Sophia is playing with a spinner. She spun the spinner 30 times and got: \( \begin{array}{c}9 \text { red } \\ 7 \text { yellow } \\ 8 \text { green } \\ 6 \text { blue }\end{array} \) Based on her results, if she spins 105 times, how many times will she land on the color green? A 28 times B 26 times C 21 times

To predict how many times Sophia will land on green when she spins the spinner 105 times, we first calculate the probability of landing on green based on her first 30 spins. She landed on green 8 times, so the probability is \( \frac{8}{30} = \frac{4}{15} \). Now, we can use this probability to estimate how many times she will land on green in 105 spins. We multiply the probability of landing on green by the number of spins: \( \frac{4}{15} \times 105 = 28 \). So, she can expect to land on green approximately 28 times! Did you know that predicting outcomes based on probabilities isn’t just for spinners or games?

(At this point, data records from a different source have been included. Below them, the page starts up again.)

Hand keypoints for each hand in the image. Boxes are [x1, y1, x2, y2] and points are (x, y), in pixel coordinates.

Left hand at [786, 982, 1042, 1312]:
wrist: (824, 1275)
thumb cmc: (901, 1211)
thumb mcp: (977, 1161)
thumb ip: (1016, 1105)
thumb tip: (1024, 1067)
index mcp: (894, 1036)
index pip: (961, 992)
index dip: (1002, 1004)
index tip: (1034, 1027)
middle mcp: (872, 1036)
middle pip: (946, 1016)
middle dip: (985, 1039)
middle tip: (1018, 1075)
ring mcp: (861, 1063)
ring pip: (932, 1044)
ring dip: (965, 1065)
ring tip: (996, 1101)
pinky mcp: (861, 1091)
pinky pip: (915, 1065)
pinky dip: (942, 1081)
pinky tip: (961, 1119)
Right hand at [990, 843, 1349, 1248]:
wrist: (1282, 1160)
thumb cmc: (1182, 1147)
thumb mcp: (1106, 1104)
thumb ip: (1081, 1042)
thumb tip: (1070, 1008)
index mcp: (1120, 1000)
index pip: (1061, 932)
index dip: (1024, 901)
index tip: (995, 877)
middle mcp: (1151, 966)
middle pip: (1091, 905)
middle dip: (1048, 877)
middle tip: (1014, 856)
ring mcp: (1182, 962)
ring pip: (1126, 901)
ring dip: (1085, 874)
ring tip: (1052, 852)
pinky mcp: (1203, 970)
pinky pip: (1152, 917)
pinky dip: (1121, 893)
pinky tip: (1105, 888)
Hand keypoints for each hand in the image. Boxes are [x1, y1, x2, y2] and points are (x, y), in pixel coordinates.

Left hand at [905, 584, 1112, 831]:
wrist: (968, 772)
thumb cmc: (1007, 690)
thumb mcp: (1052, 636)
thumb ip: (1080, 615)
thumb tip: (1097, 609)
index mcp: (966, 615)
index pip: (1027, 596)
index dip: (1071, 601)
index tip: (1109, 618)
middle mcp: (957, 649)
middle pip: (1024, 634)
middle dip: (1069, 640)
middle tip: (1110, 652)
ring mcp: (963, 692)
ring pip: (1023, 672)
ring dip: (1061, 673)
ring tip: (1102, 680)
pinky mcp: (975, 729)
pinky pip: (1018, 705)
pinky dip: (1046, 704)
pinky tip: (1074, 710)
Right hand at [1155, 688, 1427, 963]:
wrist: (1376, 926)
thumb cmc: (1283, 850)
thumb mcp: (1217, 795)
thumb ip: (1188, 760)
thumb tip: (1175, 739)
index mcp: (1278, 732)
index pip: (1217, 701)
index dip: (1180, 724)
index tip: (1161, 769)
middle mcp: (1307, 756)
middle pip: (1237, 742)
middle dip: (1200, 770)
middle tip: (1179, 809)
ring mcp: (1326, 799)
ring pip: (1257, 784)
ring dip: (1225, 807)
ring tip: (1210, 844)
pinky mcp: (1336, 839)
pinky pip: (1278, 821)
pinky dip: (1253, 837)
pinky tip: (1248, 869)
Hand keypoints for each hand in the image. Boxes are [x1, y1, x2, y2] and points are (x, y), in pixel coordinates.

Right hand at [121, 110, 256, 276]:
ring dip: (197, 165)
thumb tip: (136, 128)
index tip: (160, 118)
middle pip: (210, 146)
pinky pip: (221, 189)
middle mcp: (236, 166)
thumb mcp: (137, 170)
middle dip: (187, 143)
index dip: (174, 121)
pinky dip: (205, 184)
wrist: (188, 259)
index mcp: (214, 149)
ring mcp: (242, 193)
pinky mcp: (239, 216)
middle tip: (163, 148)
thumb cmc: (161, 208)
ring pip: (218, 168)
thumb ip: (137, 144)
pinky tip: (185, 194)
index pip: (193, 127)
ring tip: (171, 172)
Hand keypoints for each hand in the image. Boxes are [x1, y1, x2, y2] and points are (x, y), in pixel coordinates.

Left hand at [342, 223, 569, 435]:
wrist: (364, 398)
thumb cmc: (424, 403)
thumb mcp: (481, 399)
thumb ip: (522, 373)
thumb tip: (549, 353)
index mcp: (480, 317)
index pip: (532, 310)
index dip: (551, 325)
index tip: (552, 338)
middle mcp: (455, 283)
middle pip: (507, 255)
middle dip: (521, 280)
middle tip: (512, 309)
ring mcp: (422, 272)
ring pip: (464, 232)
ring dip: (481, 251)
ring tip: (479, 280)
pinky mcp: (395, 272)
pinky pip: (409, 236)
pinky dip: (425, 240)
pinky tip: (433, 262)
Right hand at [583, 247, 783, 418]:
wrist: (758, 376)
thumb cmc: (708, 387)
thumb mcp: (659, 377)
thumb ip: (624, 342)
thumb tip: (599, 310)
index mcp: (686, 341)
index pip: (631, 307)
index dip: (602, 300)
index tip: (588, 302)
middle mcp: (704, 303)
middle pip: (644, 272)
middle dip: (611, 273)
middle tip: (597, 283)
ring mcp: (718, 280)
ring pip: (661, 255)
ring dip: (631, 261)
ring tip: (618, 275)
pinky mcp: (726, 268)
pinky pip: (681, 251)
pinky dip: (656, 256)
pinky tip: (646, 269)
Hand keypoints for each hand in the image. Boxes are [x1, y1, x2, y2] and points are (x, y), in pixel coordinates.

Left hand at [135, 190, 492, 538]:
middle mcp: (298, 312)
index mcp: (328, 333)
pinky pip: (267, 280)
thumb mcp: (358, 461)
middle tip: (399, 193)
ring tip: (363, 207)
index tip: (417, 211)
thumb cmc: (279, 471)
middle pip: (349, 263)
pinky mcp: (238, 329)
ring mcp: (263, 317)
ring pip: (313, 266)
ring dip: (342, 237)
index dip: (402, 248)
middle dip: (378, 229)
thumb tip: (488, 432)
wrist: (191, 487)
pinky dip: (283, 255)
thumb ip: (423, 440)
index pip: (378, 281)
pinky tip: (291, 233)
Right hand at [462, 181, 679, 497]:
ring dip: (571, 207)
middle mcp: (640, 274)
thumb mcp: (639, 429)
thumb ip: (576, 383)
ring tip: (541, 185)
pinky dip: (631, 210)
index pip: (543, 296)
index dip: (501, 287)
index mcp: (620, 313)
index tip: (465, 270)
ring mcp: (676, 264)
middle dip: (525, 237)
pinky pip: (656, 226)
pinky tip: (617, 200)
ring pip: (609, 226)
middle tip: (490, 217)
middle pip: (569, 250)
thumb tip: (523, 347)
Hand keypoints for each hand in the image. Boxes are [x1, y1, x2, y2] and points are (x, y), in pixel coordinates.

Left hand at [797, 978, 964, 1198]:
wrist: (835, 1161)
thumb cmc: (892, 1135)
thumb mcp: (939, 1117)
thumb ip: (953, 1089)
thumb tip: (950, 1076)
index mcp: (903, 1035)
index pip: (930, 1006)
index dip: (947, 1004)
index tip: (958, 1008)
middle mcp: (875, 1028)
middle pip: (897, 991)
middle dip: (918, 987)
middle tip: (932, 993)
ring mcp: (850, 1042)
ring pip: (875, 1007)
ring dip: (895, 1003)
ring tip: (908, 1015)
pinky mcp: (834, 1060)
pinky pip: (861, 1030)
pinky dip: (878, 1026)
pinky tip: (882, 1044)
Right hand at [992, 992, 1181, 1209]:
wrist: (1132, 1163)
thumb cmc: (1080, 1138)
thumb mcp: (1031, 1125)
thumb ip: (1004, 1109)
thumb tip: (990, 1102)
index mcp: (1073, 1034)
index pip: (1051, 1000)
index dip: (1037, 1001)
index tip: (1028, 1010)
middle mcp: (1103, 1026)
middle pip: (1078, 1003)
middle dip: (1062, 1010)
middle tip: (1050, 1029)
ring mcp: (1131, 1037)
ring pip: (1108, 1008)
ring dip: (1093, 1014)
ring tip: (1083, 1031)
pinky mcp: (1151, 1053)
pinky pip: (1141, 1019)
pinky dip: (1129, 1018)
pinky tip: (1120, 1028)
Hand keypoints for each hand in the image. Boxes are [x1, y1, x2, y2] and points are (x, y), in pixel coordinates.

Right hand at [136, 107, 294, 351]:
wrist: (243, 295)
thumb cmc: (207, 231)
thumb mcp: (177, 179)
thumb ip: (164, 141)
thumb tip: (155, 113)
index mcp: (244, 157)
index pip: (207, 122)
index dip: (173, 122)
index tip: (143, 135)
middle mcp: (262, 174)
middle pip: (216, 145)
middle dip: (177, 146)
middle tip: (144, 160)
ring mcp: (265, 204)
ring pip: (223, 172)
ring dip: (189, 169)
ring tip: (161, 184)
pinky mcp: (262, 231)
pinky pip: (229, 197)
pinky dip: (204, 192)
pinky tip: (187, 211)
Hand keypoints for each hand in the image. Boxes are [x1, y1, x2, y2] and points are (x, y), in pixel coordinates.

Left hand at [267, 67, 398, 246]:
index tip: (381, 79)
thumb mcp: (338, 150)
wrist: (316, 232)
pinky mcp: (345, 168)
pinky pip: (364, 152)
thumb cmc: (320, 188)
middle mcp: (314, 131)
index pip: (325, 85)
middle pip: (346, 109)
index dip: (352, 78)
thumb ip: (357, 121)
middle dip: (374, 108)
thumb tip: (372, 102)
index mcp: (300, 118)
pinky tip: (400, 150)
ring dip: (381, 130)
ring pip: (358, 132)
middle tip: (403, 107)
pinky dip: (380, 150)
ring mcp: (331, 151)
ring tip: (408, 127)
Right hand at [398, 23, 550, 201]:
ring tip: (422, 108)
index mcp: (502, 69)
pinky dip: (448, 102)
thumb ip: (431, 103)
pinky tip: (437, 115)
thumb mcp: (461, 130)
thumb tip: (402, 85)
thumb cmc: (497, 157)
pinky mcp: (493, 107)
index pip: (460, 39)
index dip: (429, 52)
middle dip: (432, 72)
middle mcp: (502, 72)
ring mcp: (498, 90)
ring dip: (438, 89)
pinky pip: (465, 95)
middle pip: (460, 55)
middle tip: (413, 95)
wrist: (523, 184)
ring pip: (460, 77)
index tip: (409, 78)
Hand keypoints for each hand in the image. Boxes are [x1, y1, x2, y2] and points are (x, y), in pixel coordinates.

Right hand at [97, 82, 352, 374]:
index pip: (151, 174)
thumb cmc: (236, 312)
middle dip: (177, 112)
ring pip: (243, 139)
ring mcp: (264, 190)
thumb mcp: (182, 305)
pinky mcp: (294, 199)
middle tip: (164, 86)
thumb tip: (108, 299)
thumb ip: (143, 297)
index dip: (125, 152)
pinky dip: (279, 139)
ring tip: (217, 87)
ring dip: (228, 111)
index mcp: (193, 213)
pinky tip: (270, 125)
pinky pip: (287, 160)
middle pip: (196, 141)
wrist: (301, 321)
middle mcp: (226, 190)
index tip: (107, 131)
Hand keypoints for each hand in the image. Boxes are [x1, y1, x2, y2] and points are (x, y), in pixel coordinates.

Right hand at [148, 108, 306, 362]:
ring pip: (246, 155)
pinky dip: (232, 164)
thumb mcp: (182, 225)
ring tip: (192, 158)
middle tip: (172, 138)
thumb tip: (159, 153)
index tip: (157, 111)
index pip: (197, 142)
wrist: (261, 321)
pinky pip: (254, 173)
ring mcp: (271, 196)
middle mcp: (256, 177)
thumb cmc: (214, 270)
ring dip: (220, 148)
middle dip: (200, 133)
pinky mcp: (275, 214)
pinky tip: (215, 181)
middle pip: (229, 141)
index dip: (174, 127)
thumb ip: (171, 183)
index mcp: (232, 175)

In fields like finance and healthcare, probability helps experts forecast trends and assess risks, guiding important decisions in real life. It’s a powerful tool that combines math with intuition! Also, remember that probability is rooted in the Law of Large Numbers. This principle states that as the number of trials increases, the actual outcomes will tend to get closer to the expected probabilities. So the more spins Sophia makes, the more accurately her outcomes will reflect the theoretical probabilities!